In an interview with the “Haykakan Zhamanak” daily, the diplomat, Zdzislaw Raczynski, also said that the apparent attempt on Paruyr Hayrikian’s life is casting a shadow on the upcoming presidential election.
“Although such things can happen in any country they were possible here because the atmosphere of impunity has not been eliminated in Armenia,” he said.
In that context, Raczynski recalled the 2008 deadly post-election violence in Yerevan, saying that “nobody was held accountable” for it. “The atmosphere of impunity might have made someone think that they can shoot [Hayrikian,]” he said.
Foreign Minister Edward Nalbandian described the remarks as diplomatically “not correct.” “The ambassador of any country must know relevant diplomatic rules,” he said during the Armenian government’s question-and-answer session in parliament.
In separate written comments, one of Nalbandian’s deputies, Shavarsh Kocharian, accused Raczynski of overstepping “the bounds of diplomatic ethics.”

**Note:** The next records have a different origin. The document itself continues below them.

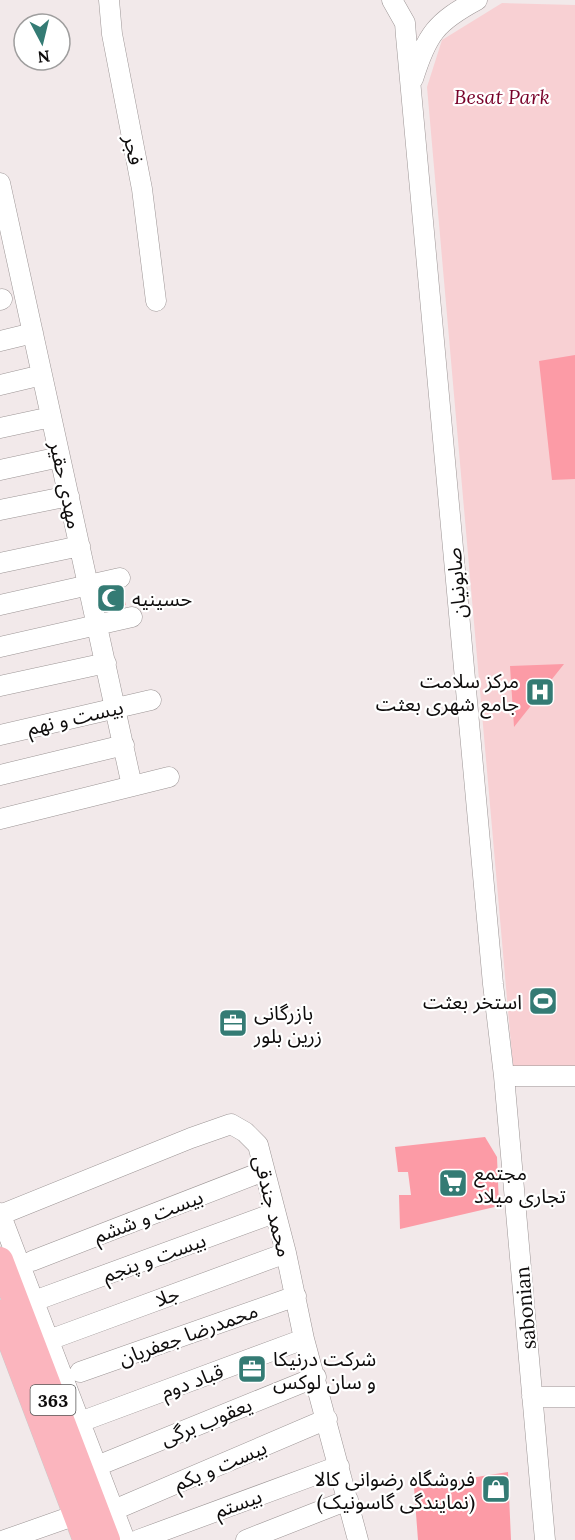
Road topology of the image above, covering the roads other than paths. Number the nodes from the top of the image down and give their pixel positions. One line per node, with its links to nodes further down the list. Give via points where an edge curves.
1 (109, 0): 6 (street, فجر, via 142,189)
2 (392, 0): 4 (street, صابونیان, via 405,23)
3 (477, 0): 4 (street, via 449,15 427,40)
4 (410, 90): 35 (street, صابونیان)
5 (0, 183): 7 (street, مهدی حقیر)
6 (156, 301)
7 (33, 333): 8 (street); 9 (street, مهدی حقیر)
8 (0, 341)
9 (42, 375): 10 (street); 11 (street, مهدی حقیر)
10 (0, 385)
11 (51, 417): 12 (street); 13 (street, مهدی حقیر)
12 (0, 428)
13 (60, 457): 14 (street); 15 (street, مهدی حقیر)
14 (0, 470)
15 (69, 496): 16 (street); 17 (street, مهدی حقیر)
16 (0, 510)
17 (80, 546): 18 (street); 20 (street, مهدی حقیر)
18 (0, 563)
19 (120, 578): 20 (street)
20 (88, 585): 21 (street); 23 (street, مهدی حقیر)
21 (0, 605)
22 (132, 617): 23 (street)
23 (97, 625): 24 (street); 25 (street, مهدی حقیر)
24 (0, 647)
25 (106, 663): 26 (street); 28 (street, مهدی حقیر)
26 (0, 686)
27 (151, 700): 28 (street, بیست و نهم)
28 (115, 707): 29 (street, بیست و نهم); 30 (street, مهدی حقیر)
29 (0, 735)
30 (124, 745): 31 (street); 33 (street, مهدی حقیر)
31 (0, 775)
32 (169, 777): 33 (street)
33 (132, 786): 34 (street)
34 (0, 819)
35 (504, 1076): 36 (street); 50 (street, sabonian)
36 (575, 1077)
37 (264, 1171): 38 (street, محمد جندقی); 39 (street, محمد جندقی, via 258,1145 231,1124); 42 (street, بیست و ششم)
38 (274, 1213): 40 (street, محمد جندقی); 44 (street, بیست و پنجم)
39 (0, 1214): 44 (street)
40 (286, 1253): 43 (street, محمد جندقی); 47 (street, جلا)
41 (0, 1260): 61 (main road, 363)
42 (32, 1261)
43 (296, 1296): 46 (street, محمد جندقی); 48 (street, محمدرضا جعفریان)
44 (34, 1301): 47 (street)
45 (0, 1313): 58 (main road)
46 (304, 1339): 49 (street, محمد جندقی); 53 (street, قباد دوم)
47 (49, 1340): 53 (street)
48 (80, 1372)
49 (316, 1377): 52 (street, محمد جندقی); 54 (street, یعقوب برگی)
50 (532, 1397): 51 (street); 66 (street, sabonian)
51 (575, 1397)
52 (327, 1419): 55 (street, محمد جندقی); 57 (street, بیست و یکم)
53 (80, 1422): 54 (street)
54 (97, 1466): 57 (street)
55 (339, 1466): 56 (street, محمد جندقی); 63 (street, بیستم)
56 (348, 1500): 64 (street); 65 (street, محمد جندقی)
57 (114, 1510): 62 (street)
58 (76, 1515): 59 (street); 60 (main road)
59 (5, 1540)
60 (86, 1540)
61 (107, 1540)
62 (125, 1540)
63 (138, 1540)
64 (246, 1540)
65 (358, 1540)
66 (545, 1540)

The criticism came less than two weeks after a controversy caused by another senior European diplomat in Yerevan, British Ambassador Katherine Leach. Writing on her blog, Leach raised questions about the freedom and fairness of the February 18 presidential election. She seemed to echo some of the opposition concerns regarding the election conduct.
Nalbandian called Leach’s remarks “not correct,” while Education Minister Armen Ashotian, a deputy chairman of the ruling Republican Party of Armenia, said they “cause bewilderment.”
The European Union gave a largely positive assessment of the Armenian government’s handling of parliamentary elections held in May last year. Senior EU officials have said they expect the Armenian presidential ballot to be even more democratic.